The list is effectively the last two verses of the emoji creation story[2] above. These are:

  1. Brand new professional emojis, available in female and male versions
  2. Existing emojis updated to permit female and male versions

Specifically, regarding gender, this Gender Emoji ZWJ Sequences document explains:

Unicode itself does not normally specify the gender for emoji characters: the emoji character is 🏃 Runner, not Man Running; 👮 Police Officer not Policeman.

Despite the intention for most current emojis not to specify one gender or another, the document goes on to state that:

To get a greater sense of realism for these characters, however, vendors typically have picked the appearance of a particular gender to display.
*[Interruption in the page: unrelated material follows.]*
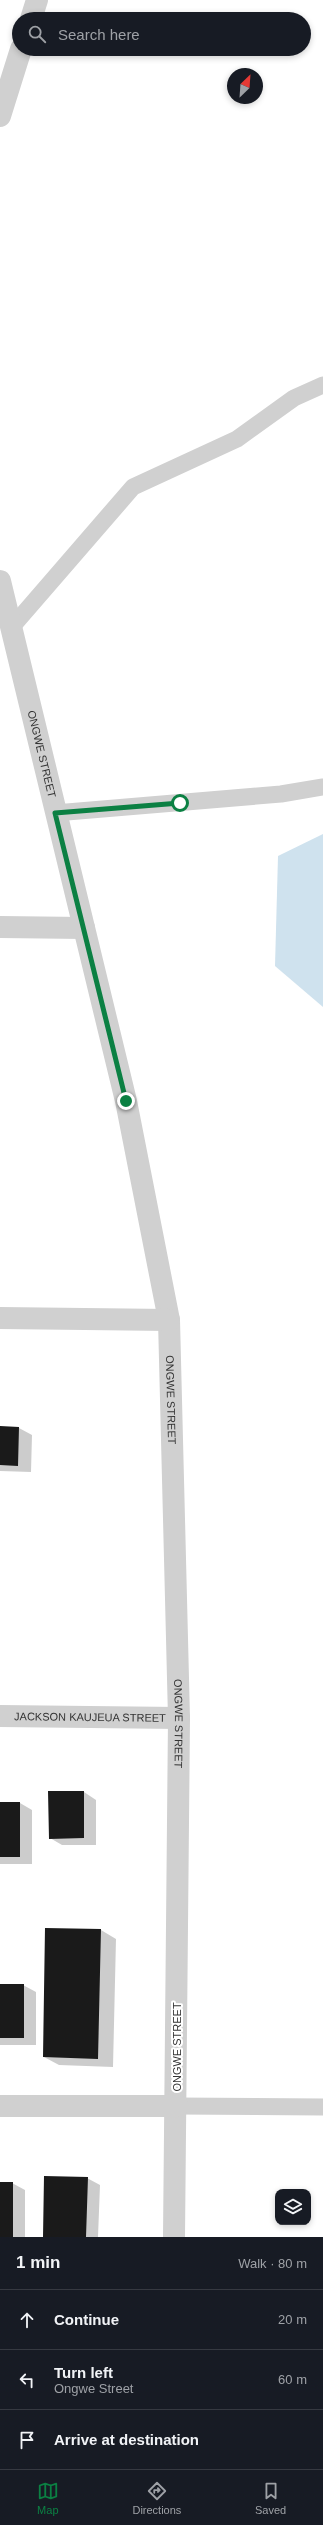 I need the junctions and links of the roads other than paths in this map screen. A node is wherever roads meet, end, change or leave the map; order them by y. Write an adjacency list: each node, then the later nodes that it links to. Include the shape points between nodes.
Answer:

This has led to gender disparities in the emoji that people can use.

Particularly called out is the fact that while vendors are free to choose which gender they display any emoji as[3], it remains true that:

Vendors cannot have both a male and female version of each one.
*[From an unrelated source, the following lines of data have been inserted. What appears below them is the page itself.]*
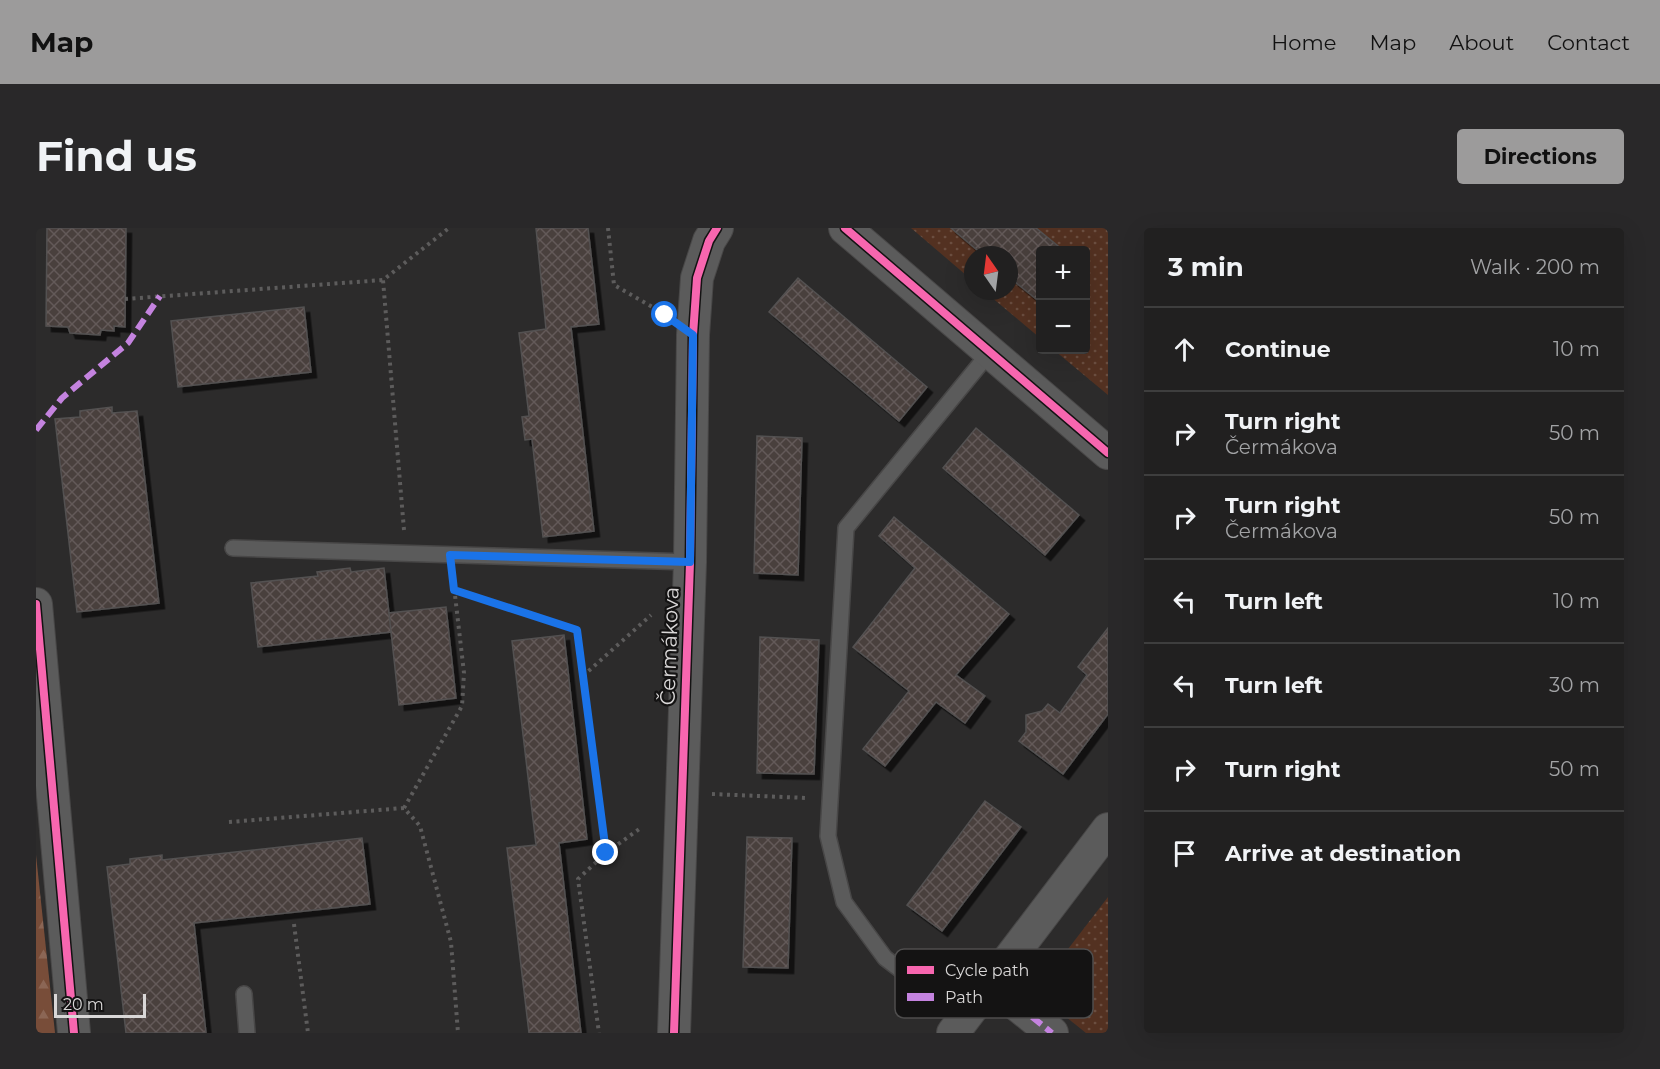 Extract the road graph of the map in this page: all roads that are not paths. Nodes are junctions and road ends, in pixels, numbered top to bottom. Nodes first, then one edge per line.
1 (717, 228) edge
2 (858, 232) edge
3 (990, 352) junction
4 (1108, 453) edge
5 (233, 548) dead end
6 (690, 562) junction
7 (36, 604) edge
8 (1108, 829) edge
9 (1016, 949) edge
10 (895, 967) edge
11 (244, 994) dead end
12 (1033, 1018) edge
13 (74, 1033) edge
14 (247, 1033) edge
15 (674, 1033) edge
16 (1052, 1033) edge

1 - 6 street, Čermákova
2 - 3 street
3 - 4 street
3 - 10 lane
5 - 6 lane, Čermákova
6 - 15 street, Čermákova
7 - 13 street
8 - 9 street
11 - 14 lane
12 - 16 street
Having greater representation of women in meaningful roles in emoji has been widely welcomed, but not by everyone.

Gender Dilemma

As part of Unicode's efforts to diversify the emoji range to include more female representation, feedback can submitted.
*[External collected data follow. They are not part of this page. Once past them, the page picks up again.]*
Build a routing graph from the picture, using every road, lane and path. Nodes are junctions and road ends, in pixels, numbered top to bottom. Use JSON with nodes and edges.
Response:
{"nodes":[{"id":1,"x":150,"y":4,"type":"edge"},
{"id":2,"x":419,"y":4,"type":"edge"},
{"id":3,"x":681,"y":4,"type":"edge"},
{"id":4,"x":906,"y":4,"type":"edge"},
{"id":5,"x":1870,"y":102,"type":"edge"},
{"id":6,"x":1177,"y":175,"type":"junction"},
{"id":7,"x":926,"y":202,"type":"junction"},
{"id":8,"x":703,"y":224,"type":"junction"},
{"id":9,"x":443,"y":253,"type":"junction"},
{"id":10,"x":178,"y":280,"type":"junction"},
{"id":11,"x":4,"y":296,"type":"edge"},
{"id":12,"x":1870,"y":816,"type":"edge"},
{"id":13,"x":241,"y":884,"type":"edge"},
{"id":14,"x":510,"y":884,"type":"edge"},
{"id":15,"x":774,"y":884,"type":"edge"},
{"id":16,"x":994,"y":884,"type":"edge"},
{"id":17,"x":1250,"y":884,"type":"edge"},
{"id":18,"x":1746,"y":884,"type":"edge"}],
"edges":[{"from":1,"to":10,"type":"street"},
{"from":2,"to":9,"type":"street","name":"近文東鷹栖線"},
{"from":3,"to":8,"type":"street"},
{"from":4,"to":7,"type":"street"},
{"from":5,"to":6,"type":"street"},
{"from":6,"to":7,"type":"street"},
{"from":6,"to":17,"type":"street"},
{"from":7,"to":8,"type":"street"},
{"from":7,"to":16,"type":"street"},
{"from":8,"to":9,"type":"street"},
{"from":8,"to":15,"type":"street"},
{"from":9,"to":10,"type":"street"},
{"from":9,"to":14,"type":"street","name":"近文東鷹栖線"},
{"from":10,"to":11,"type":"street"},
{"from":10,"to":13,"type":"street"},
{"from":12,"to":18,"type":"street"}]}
One item of feedback sent in response to this Unicode proposal is from Charlotte Buff who writes:

I firmly believe that Unicode should refrain from adding any more emoji with explicit gender and I'm not the only person to do so.

The reasoning here is that we cannot change that some emojis already exist with gender, but adding additional gendered emojis is not advisable. This feedback goes on to state:

I want to make it very clear that there are still fundamental flaws in [these] documents affecting men, women and people with non-binary genders alike

Particularly highlighted is the fact that some emojis are excluded from list of gendered emoji additions such as 👰 Bride With Veil, 👲 Man With Gua Pi Mao and 🤰 Pregnant Woman.

Specifically, this feedback states:

If the Unicode Consortium wants proper gender representation in emoji, it needs to be able to represent pregnant people who aren't female

I suggest reading the full feedback for a more detailed view.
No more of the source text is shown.